(THE DATA Opens)

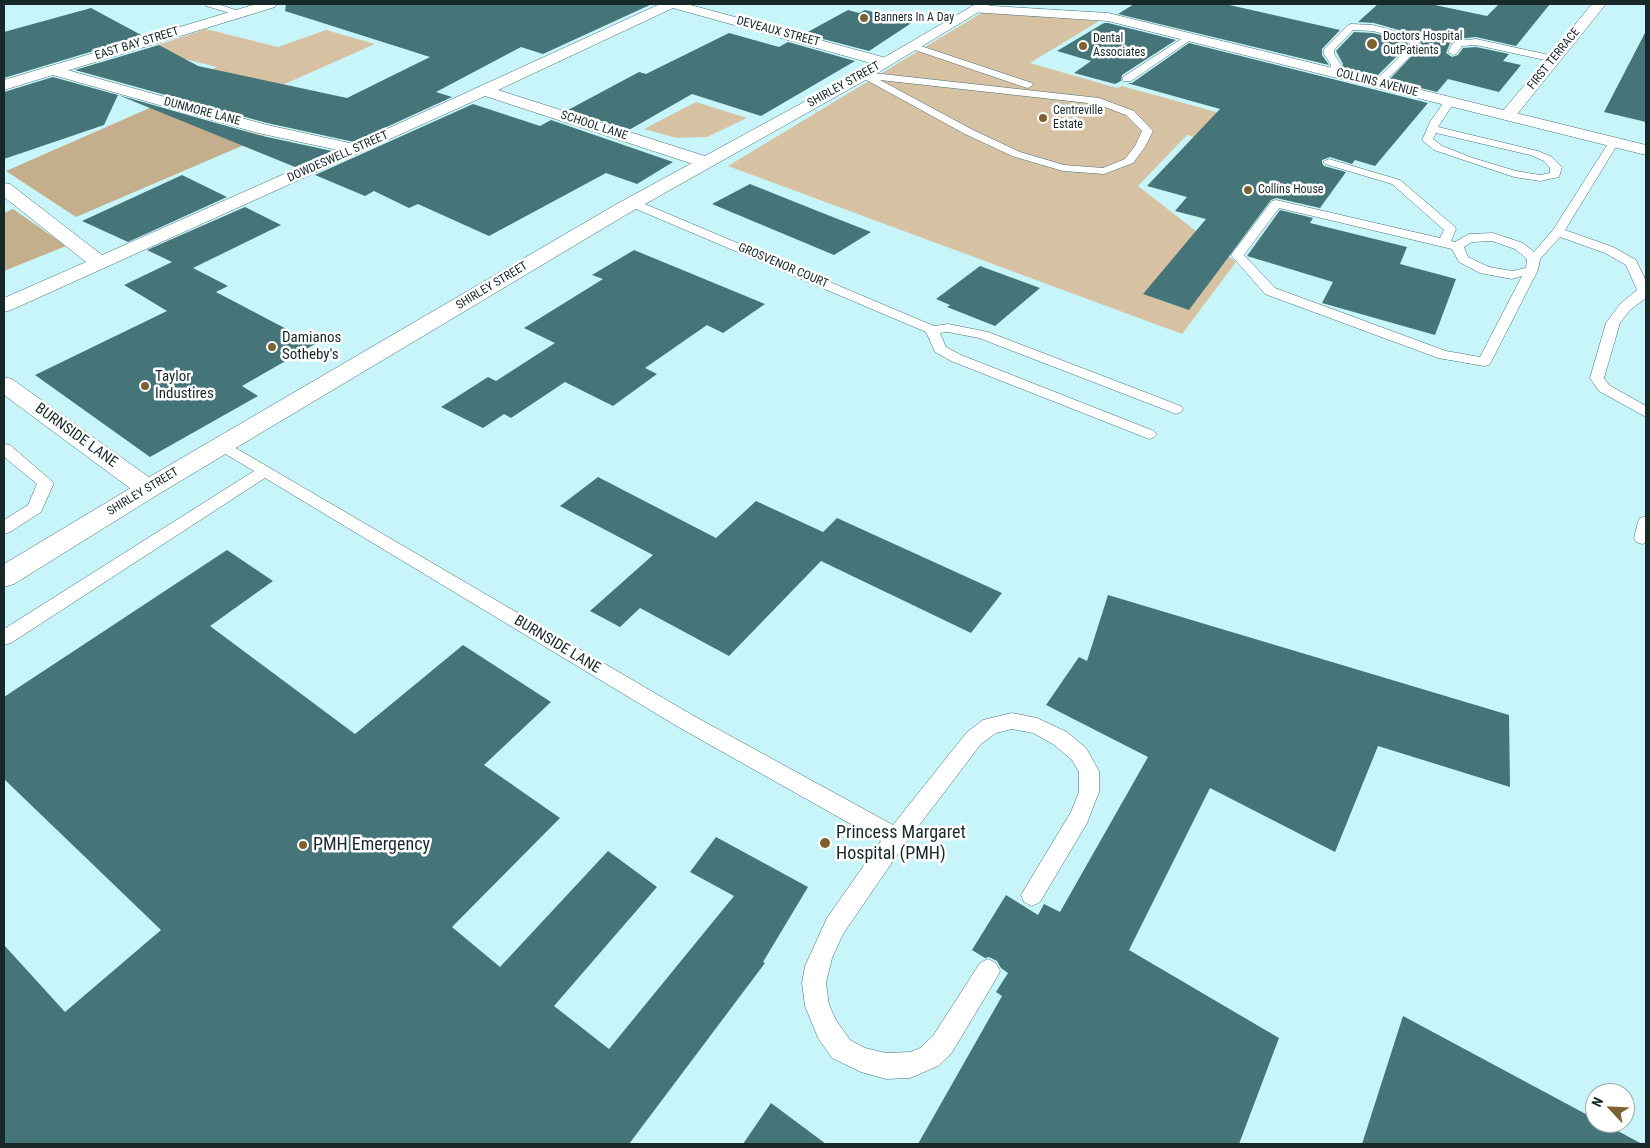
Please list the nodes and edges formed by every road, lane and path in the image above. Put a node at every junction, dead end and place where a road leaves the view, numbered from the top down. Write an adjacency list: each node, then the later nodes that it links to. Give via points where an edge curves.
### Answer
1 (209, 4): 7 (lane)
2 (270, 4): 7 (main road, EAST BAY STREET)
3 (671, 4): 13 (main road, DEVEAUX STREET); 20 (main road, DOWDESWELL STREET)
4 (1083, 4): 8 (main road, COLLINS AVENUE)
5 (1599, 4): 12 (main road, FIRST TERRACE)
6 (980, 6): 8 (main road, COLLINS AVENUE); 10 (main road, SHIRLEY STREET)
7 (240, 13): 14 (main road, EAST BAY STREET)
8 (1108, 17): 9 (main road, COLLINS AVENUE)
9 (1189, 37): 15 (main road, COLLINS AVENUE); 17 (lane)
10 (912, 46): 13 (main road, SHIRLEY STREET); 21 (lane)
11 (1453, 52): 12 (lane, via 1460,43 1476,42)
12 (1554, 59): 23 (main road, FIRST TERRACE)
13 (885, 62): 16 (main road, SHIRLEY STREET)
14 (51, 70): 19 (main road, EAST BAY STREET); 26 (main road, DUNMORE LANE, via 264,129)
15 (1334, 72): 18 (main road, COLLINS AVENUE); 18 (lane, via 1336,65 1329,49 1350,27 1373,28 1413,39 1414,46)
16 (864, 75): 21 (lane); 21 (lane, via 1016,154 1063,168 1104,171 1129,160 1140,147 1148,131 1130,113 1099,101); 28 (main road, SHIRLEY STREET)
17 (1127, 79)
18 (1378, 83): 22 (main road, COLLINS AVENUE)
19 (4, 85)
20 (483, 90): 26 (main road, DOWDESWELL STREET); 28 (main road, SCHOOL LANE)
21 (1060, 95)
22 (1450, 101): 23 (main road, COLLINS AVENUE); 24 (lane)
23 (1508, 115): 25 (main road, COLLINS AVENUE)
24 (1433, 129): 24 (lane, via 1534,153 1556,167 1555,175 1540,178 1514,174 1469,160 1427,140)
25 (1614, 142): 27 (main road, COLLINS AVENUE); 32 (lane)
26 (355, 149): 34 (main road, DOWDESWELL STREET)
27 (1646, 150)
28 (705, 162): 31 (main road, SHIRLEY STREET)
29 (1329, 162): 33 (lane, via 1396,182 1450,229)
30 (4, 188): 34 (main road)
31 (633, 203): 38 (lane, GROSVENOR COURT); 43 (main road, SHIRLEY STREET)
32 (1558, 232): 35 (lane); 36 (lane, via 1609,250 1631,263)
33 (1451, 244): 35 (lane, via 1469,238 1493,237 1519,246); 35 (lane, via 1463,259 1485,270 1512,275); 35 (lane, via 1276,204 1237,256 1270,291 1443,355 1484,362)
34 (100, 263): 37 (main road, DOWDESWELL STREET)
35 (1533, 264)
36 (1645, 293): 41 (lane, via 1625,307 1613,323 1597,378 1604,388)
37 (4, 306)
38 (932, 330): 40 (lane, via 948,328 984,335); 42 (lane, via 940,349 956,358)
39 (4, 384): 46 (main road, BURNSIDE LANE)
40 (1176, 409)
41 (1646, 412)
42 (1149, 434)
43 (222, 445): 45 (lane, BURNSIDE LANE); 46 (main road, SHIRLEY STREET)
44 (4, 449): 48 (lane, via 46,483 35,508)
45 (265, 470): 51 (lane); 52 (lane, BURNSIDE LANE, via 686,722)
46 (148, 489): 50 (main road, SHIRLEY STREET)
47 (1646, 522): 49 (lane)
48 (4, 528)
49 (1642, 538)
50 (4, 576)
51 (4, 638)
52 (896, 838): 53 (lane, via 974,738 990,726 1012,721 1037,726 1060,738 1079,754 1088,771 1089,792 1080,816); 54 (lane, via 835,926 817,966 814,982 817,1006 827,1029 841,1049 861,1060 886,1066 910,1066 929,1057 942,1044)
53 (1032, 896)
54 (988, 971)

(THE DATA Closes)

» **DIRECTIONS FOR THIS TASK**:
Would you please restate the records word for word, excluding any images?

» **EXPECTED ANSWER**:
Please list the nodes and edges formed by every road, lane and path in the image above. Put a node at every junction, dead end and place where a road leaves the view, numbered from the top down. Write an adjacency list: each node, then the later nodes that it links to. Give via points where an edge curves.
### Answer
1 (209, 4): 7 (lane)
2 (270, 4): 7 (main road, EAST BAY STREET)
3 (671, 4): 13 (main road, DEVEAUX STREET); 20 (main road, DOWDESWELL STREET)
4 (1083, 4): 8 (main road, COLLINS AVENUE)
5 (1599, 4): 12 (main road, FIRST TERRACE)
6 (980, 6): 8 (main road, COLLINS AVENUE); 10 (main road, SHIRLEY STREET)
7 (240, 13): 14 (main road, EAST BAY STREET)
8 (1108, 17): 9 (main road, COLLINS AVENUE)
9 (1189, 37): 15 (main road, COLLINS AVENUE); 17 (lane)
10 (912, 46): 13 (main road, SHIRLEY STREET); 21 (lane)
11 (1453, 52): 12 (lane, via 1460,43 1476,42)
12 (1554, 59): 23 (main road, FIRST TERRACE)
13 (885, 62): 16 (main road, SHIRLEY STREET)
14 (51, 70): 19 (main road, EAST BAY STREET); 26 (main road, DUNMORE LANE, via 264,129)
15 (1334, 72): 18 (main road, COLLINS AVENUE); 18 (lane, via 1336,65 1329,49 1350,27 1373,28 1413,39 1414,46)
16 (864, 75): 21 (lane); 21 (lane, via 1016,154 1063,168 1104,171 1129,160 1140,147 1148,131 1130,113 1099,101); 28 (main road, SHIRLEY STREET)
17 (1127, 79)
18 (1378, 83): 22 (main road, COLLINS AVENUE)
19 (4, 85)
20 (483, 90): 26 (main road, DOWDESWELL STREET); 28 (main road, SCHOOL LANE)
21 (1060, 95)
22 (1450, 101): 23 (main road, COLLINS AVENUE); 24 (lane)
23 (1508, 115): 25 (main road, COLLINS AVENUE)
24 (1433, 129): 24 (lane, via 1534,153 1556,167 1555,175 1540,178 1514,174 1469,160 1427,140)
25 (1614, 142): 27 (main road, COLLINS AVENUE); 32 (lane)
26 (355, 149): 34 (main road, DOWDESWELL STREET)
27 (1646, 150)
28 (705, 162): 31 (main road, SHIRLEY STREET)
29 (1329, 162): 33 (lane, via 1396,182 1450,229)
30 (4, 188): 34 (main road)
31 (633, 203): 38 (lane, GROSVENOR COURT); 43 (main road, SHIRLEY STREET)
32 (1558, 232): 35 (lane); 36 (lane, via 1609,250 1631,263)
33 (1451, 244): 35 (lane, via 1469,238 1493,237 1519,246); 35 (lane, via 1463,259 1485,270 1512,275); 35 (lane, via 1276,204 1237,256 1270,291 1443,355 1484,362)
34 (100, 263): 37 (main road, DOWDESWELL STREET)
35 (1533, 264)
36 (1645, 293): 41 (lane, via 1625,307 1613,323 1597,378 1604,388)
37 (4, 306)
38 (932, 330): 40 (lane, via 948,328 984,335); 42 (lane, via 940,349 956,358)
39 (4, 384): 46 (main road, BURNSIDE LANE)
40 (1176, 409)
41 (1646, 412)
42 (1149, 434)
43 (222, 445): 45 (lane, BURNSIDE LANE); 46 (main road, SHIRLEY STREET)
44 (4, 449): 48 (lane, via 46,483 35,508)
45 (265, 470): 51 (lane); 52 (lane, BURNSIDE LANE, via 686,722)
46 (148, 489): 50 (main road, SHIRLEY STREET)
47 (1646, 522): 49 (lane)
48 (4, 528)
49 (1642, 538)
50 (4, 576)
51 (4, 638)
52 (896, 838): 53 (lane, via 974,738 990,726 1012,721 1037,726 1060,738 1079,754 1088,771 1089,792 1080,816); 54 (lane, via 835,926 817,966 814,982 817,1006 827,1029 841,1049 861,1060 886,1066 910,1066 929,1057 942,1044)
53 (1032, 896)
54 (988, 971)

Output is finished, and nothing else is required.